Maybe you’re in the throes of the little years and feel unable to reach out to someone younger. Or maybe you feel “too old” and uncomfortable. Or maybe you feel unqualified.
I want to tell you—the younger women in your life need you. They need your wisdom, even, especially, the wisdom learned through your mistakes and failures—none of it is wasted with Him.
Don’t Overthink It
I readily admit that I’m the queen of overthinking and overanalyzing. My ability to rehash a conversation in my head is both amazing and usually amazingly unhelpful! Yet it’s easy for us women to overthink when it comes to relating to younger women.
I don’t know about you, but it can be hard for me to shake off what I think things should look like and accept what it actually looks like in the moment.
I love how Abigail Dodds describes discipleship in her new book, (A)Typical Woman:
“Discipleship is the most flexible, scrappy, succulent-like thing I’ve ever encountered. It can flourish with the tiniest seed and the sparest water.”
In other words, we don’t need to overthink discipleship. If you are a woman who loves God and His Word, and are intentional in seeking to love younger women in your life, growth will happen. He’ll make it happen, often in the least expected moments.
Women are wonderfully relational, but we can also be a little weird when it comes to relationships. Like I said earlier, the overthinking thing can be a real problem. But so can assumption making, which we women are quite good at doing, especially when it comes to relationships.
Don’t assume that a younger woman already has older women in her life. Don’t assume that she’ll reject your invitation. Don’t assume that just because you have overflowing baskets of laundry that you shouldn’t be reaching out to a younger woman. And please don’t assume that you just don’t have what it takes.

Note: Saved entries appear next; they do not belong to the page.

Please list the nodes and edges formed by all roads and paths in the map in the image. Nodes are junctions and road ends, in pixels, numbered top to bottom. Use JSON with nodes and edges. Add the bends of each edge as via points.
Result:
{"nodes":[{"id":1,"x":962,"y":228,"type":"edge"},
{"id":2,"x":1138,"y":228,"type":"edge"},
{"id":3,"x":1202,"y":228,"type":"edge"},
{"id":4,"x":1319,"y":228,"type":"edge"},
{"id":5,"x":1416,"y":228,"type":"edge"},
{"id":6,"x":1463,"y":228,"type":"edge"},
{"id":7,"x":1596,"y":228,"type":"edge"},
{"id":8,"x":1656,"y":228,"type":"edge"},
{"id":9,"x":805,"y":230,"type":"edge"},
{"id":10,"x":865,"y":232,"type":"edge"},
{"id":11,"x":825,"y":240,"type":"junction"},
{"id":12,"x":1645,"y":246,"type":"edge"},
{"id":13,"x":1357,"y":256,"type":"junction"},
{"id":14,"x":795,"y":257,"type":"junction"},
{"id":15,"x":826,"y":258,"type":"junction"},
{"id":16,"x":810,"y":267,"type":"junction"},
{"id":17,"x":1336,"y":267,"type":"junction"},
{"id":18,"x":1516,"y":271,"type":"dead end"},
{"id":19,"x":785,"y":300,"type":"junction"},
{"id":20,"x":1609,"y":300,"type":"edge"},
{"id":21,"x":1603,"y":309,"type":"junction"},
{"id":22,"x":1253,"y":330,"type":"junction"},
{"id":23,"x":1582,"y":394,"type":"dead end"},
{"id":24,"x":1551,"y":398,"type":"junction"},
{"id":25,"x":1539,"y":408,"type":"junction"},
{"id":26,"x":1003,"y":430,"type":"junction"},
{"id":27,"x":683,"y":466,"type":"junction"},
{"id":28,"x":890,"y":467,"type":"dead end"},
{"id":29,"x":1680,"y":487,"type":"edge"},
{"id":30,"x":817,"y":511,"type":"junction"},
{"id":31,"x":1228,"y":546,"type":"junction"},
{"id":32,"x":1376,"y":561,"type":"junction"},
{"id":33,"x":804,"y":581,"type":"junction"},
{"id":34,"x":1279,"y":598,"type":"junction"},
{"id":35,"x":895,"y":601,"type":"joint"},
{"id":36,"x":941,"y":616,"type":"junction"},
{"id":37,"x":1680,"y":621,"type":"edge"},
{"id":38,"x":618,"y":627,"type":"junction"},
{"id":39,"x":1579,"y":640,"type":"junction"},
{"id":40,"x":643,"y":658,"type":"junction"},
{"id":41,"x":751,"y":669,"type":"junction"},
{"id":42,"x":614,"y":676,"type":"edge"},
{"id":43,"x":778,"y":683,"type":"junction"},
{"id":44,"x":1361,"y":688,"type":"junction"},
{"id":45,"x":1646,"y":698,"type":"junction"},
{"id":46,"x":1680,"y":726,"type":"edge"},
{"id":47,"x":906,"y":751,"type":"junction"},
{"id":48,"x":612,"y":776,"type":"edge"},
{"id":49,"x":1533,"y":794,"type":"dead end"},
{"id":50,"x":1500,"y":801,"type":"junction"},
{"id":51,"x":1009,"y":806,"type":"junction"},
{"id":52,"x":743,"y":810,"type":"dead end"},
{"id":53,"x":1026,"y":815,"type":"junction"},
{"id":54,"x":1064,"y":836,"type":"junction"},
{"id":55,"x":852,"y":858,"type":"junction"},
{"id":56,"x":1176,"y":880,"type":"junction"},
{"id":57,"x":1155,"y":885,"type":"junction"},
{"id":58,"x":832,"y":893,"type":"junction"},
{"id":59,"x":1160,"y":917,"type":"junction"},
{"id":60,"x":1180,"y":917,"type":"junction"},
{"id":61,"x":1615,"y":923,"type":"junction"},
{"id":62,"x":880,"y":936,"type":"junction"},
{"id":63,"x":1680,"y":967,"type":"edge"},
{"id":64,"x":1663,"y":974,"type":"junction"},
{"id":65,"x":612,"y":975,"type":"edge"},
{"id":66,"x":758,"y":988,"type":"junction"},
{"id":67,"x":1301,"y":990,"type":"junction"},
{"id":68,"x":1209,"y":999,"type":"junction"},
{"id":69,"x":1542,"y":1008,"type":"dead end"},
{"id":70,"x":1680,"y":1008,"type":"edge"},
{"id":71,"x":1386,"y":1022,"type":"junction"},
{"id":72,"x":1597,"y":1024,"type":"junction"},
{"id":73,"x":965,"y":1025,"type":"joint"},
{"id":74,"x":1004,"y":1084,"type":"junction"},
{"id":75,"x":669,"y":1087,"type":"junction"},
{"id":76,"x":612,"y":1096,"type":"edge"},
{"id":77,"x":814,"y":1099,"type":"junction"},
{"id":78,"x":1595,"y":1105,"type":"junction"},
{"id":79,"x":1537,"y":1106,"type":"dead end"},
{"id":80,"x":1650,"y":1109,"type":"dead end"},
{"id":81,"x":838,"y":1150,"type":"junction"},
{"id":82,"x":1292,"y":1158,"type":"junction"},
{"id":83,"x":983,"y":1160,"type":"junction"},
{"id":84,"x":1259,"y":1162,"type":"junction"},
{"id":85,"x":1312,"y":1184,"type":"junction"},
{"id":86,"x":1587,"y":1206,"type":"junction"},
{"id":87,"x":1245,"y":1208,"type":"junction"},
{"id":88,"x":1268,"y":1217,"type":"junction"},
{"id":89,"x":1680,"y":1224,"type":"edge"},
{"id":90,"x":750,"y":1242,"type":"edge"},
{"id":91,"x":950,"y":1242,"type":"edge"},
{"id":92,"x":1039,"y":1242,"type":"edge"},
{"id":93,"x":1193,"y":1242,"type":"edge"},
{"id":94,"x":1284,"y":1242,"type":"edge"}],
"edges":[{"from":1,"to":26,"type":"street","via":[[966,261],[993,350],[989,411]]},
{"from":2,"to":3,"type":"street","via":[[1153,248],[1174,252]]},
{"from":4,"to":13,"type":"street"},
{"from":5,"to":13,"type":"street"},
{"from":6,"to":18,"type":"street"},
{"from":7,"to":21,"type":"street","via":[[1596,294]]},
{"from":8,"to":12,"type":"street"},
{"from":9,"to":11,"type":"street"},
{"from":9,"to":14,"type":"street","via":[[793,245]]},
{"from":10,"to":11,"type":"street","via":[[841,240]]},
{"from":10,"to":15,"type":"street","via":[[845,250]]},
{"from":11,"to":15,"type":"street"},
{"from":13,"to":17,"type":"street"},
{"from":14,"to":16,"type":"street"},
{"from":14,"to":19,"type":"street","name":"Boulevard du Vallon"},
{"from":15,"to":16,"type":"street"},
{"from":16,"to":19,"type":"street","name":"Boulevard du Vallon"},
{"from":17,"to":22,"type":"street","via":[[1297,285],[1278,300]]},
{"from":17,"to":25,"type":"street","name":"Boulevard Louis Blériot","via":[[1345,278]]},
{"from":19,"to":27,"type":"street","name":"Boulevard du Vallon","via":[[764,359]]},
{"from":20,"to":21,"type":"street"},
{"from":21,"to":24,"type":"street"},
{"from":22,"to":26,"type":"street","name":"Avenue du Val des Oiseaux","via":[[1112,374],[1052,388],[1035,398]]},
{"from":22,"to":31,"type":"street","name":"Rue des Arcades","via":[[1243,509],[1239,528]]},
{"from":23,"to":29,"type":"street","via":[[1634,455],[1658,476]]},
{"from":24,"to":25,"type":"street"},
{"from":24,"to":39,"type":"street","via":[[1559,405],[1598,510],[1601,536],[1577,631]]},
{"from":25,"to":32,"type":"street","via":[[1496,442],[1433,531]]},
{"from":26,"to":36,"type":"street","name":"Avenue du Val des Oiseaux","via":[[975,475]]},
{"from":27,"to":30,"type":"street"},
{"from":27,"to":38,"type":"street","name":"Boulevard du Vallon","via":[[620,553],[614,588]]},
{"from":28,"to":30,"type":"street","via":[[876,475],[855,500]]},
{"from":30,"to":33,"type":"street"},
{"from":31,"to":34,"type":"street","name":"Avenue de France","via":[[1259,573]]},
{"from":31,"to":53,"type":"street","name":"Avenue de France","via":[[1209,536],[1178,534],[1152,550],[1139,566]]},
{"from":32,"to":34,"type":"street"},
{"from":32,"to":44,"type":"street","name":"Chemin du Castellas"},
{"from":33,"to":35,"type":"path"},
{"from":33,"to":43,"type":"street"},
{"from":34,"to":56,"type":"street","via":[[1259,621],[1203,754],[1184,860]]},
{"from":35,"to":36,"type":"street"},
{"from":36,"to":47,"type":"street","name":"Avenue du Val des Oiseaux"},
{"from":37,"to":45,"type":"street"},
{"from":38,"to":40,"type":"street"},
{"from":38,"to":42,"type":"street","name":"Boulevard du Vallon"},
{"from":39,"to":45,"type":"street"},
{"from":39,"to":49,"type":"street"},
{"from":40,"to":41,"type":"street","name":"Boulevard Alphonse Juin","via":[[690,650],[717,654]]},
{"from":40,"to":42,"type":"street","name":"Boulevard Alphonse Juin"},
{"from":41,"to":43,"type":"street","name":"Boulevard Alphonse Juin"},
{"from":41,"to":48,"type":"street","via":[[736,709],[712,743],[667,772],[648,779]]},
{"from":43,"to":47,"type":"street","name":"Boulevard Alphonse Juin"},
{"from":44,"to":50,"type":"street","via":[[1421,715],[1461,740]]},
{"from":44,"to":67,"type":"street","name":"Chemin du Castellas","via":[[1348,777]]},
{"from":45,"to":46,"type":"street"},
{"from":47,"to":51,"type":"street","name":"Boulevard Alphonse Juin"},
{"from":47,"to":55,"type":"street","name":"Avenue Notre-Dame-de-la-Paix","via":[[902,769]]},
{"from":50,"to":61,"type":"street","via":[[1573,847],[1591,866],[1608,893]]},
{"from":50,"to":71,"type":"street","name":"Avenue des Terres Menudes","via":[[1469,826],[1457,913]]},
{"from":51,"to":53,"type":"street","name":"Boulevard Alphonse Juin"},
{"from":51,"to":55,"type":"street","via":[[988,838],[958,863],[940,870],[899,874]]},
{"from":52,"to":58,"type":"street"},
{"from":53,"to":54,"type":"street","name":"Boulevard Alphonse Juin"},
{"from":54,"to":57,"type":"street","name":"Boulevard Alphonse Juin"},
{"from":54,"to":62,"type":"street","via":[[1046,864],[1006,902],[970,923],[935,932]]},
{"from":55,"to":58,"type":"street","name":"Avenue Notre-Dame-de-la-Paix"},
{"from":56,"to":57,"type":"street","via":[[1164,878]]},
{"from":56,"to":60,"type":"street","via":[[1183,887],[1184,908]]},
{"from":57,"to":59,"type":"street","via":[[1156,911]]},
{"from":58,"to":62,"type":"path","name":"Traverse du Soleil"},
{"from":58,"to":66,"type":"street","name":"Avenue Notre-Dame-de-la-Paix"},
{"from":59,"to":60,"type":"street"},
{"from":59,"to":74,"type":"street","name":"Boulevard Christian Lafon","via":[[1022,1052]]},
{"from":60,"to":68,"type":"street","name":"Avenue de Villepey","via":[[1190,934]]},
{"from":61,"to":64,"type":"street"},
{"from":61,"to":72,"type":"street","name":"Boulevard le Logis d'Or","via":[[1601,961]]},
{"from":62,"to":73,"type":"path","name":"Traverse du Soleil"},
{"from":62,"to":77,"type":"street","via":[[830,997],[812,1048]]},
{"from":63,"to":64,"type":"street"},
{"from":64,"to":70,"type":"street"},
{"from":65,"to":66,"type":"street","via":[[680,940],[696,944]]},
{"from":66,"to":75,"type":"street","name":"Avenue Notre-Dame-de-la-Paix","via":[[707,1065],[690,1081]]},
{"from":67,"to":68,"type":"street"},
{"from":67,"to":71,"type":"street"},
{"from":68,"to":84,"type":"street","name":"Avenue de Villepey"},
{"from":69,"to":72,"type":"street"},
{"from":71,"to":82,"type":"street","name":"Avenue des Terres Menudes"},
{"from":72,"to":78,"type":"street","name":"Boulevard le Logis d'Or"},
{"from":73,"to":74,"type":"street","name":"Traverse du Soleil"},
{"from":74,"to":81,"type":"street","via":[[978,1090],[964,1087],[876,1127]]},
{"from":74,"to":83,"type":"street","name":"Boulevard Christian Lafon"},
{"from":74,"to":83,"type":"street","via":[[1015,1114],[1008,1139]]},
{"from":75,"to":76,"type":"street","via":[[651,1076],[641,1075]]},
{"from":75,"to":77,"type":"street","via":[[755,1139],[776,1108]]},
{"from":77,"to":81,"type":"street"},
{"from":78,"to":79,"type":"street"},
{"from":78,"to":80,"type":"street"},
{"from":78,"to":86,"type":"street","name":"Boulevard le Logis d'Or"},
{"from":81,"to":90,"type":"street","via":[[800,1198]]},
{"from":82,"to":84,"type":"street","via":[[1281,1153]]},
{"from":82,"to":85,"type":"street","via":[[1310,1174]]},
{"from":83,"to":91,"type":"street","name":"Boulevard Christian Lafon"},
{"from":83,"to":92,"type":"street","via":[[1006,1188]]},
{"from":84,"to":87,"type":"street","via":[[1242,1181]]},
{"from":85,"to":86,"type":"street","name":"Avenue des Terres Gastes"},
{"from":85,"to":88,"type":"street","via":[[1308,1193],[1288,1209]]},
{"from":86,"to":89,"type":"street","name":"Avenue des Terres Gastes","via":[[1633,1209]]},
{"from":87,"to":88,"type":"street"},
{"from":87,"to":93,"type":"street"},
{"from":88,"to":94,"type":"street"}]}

We’ve already learned that discipleship is scrappy. Sometimes it happens while changing a diaper or folding laundry. Or driving a teenager to swim practice or when you’ve just left a doctor’s appointment.
Inviting a young woman into these spaces and places can be hugely beneficial for both of you. Not only is it flexible, but it’s real life. This is important and I’ll touch on this more later.
So rather than making assumptions and then deciding against reaching out, prayerfully ask the Lord who you should reach out to. And then do it.
You don’t need a formal plan. Ask a younger woman if she’d like to grab coffee or lunch, and then express to her your desire to get to know her. Keep it simple. Let the Lord lead the relationship, and get to know her.
I value authenticity. I don’t need you to spill your guts and tell me your life story (though I wouldn’t mind), but I do want you to be real. In other words, don’t hide parts of yourself from me and only present your best self.
A younger woman isn’t expecting a perfect woman to disciple her. She wants a woman who is honest about her battle with sin and struggles. Does a younger woman need to be let into your current marriage struggles? No. But, she shouldn’t get the picture that you have a perfect marriage without any struggle.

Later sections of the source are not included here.